Visualize TF-Lite model

Alternatively, the --tflite flag can be used to view the TfliteModel, the quantized model that is programmed to the embedded device (file extension .tflite).

Note that the structure of the Keras and TfLite models are similar, but the TfLite model is a bit more simple. This is because the TF-Lite Converter optimized the model by merging/fusing as many layers as possible.

# This will open a new tab in your web browser
# Be sure the click the 'Accept' button in the opened webpage
# (you may need to re-run this command after doing so)
!mltk view rock_paper_scissors --tflite --build

Model Profiler

Before spending the time and energy to train the model, it may be useful to profile the model to determine how efficiently it may run on the embedded device. If it’s determined that the model does not fit within the time or memory constraints, then the model layout should be adjusted, the model input size should be reduced, and/or a different model should be selected.

For this reason, th MLTK features a model profiler. Refer to the Model Profiler Guide for more details.

NOTE: The following examples use the --build flag since the model has not been trained yet.
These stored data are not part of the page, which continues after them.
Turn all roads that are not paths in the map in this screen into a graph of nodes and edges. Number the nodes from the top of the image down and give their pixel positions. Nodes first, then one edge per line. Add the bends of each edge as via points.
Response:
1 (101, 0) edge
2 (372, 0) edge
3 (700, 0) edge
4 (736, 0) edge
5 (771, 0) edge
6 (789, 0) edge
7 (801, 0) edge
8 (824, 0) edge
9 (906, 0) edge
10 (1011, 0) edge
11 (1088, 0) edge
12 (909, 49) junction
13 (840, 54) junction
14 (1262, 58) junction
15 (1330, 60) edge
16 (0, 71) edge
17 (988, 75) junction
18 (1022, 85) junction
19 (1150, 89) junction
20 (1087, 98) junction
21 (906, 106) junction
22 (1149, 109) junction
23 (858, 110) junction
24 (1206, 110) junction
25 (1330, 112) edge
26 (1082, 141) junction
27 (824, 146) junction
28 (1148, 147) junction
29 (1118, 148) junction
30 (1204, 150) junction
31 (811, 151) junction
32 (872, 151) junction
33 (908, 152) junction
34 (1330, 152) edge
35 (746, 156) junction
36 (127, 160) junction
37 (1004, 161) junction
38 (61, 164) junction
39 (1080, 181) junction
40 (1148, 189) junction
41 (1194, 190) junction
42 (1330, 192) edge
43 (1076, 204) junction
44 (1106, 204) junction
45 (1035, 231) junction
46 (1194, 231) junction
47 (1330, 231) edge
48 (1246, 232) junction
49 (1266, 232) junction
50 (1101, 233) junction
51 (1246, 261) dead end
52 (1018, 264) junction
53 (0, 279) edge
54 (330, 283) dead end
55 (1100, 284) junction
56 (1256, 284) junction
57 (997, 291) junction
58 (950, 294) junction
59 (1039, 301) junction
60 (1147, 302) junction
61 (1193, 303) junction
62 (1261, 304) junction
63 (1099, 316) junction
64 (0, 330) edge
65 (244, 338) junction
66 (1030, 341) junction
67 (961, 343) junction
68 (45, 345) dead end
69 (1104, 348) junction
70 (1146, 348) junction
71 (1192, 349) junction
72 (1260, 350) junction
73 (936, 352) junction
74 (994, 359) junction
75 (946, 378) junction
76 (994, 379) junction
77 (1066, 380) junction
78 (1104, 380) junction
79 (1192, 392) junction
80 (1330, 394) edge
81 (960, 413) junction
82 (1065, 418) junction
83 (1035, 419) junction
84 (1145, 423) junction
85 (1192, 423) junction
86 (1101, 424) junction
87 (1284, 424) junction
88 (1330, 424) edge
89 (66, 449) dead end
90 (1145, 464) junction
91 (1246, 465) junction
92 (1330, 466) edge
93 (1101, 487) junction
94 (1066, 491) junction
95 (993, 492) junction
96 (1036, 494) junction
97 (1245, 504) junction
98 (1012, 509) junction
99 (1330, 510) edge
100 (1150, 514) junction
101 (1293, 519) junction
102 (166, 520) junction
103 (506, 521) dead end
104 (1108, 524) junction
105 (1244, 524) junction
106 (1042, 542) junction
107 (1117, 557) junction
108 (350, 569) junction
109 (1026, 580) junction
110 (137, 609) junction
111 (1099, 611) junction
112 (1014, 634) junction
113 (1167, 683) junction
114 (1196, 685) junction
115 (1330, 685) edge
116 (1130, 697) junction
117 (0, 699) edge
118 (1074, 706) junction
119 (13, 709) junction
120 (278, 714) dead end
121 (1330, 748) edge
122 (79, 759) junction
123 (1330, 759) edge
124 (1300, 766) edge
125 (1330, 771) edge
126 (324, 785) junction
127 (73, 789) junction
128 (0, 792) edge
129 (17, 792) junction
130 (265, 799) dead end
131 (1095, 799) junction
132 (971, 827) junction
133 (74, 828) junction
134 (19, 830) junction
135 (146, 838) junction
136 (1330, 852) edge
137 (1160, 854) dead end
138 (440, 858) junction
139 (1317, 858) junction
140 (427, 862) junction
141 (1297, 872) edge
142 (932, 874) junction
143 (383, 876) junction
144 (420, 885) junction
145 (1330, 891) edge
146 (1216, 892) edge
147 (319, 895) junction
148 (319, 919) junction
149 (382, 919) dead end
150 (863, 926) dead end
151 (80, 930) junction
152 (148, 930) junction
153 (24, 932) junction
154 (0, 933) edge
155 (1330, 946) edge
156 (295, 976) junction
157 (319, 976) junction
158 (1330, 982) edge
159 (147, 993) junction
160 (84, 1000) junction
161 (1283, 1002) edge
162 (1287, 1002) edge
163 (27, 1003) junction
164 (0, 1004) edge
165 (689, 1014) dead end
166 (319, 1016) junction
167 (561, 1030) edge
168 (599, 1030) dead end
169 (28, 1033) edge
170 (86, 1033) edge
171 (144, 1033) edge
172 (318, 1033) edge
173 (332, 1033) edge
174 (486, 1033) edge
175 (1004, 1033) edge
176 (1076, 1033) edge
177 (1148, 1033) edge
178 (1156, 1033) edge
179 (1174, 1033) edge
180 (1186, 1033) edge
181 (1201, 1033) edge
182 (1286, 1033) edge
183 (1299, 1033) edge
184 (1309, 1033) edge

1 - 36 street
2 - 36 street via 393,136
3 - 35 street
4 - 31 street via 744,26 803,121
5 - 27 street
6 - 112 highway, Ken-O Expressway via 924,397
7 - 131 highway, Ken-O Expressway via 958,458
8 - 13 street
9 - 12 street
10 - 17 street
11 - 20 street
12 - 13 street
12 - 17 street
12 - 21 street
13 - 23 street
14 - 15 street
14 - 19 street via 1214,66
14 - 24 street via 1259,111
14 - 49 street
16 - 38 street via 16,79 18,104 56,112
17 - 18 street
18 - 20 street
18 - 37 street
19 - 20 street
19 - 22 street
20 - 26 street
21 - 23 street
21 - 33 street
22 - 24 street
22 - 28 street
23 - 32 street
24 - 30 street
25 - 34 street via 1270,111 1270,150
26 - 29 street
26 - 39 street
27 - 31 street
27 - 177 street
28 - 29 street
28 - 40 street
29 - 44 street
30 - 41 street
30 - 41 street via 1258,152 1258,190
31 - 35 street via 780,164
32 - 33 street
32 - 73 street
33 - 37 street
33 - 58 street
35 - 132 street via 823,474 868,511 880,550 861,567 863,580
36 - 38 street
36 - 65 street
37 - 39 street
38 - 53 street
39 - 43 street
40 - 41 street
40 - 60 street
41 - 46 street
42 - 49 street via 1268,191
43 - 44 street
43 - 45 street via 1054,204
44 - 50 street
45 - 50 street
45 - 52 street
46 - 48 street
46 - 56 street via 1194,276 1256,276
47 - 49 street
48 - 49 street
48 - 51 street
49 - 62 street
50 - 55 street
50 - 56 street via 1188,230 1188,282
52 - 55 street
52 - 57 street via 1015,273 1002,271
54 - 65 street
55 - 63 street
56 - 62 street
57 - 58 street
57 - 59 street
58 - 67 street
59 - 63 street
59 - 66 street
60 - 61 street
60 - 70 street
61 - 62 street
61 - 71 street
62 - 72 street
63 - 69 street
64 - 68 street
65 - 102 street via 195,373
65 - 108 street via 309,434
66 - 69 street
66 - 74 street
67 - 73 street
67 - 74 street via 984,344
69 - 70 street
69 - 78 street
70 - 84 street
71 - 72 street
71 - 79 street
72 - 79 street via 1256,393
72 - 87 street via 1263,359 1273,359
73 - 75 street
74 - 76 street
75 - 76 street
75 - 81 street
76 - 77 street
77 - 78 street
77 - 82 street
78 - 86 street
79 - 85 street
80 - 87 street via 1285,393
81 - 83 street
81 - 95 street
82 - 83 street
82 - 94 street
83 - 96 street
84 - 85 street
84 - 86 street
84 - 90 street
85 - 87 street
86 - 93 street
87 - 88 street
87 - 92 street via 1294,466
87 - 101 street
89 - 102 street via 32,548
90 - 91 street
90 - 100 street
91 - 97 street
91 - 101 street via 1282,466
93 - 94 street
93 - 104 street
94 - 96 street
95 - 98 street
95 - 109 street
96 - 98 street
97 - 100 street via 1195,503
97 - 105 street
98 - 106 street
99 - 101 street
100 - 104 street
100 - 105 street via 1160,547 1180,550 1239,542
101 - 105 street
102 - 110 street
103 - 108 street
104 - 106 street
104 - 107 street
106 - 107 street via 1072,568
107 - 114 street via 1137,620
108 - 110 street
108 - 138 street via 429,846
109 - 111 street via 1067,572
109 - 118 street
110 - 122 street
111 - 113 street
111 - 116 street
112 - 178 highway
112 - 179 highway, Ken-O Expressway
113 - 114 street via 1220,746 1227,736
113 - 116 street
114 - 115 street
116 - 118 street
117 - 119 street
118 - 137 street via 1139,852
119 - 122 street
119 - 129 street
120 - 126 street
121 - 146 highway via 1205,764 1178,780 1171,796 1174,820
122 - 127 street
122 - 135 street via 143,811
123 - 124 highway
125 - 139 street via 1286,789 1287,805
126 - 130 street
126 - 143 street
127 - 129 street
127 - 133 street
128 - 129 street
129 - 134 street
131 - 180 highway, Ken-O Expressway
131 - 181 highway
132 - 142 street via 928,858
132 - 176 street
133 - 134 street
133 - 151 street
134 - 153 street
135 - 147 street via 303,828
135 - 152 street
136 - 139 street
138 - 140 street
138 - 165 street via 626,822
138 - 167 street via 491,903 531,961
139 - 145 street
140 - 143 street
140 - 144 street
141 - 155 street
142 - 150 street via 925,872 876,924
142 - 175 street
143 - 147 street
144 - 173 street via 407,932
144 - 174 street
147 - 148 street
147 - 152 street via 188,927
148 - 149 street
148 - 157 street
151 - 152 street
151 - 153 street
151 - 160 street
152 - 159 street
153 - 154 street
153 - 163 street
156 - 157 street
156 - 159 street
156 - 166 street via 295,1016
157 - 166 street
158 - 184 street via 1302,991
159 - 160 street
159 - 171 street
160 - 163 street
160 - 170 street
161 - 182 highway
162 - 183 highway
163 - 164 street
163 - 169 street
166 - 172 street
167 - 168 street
Once the model is trained this flag is no longer needed.

Profile in simulator

The following command will profile our model in the MVP hardware simulator and return estimates about the time and energy the model might require on the embedded device.

NOTES:

  • An embedded device does not needed to be locally connected to run this command.

  • Remove the --accelerator MVP option if you are targeting a device that does not have an MVP hardware accelerator.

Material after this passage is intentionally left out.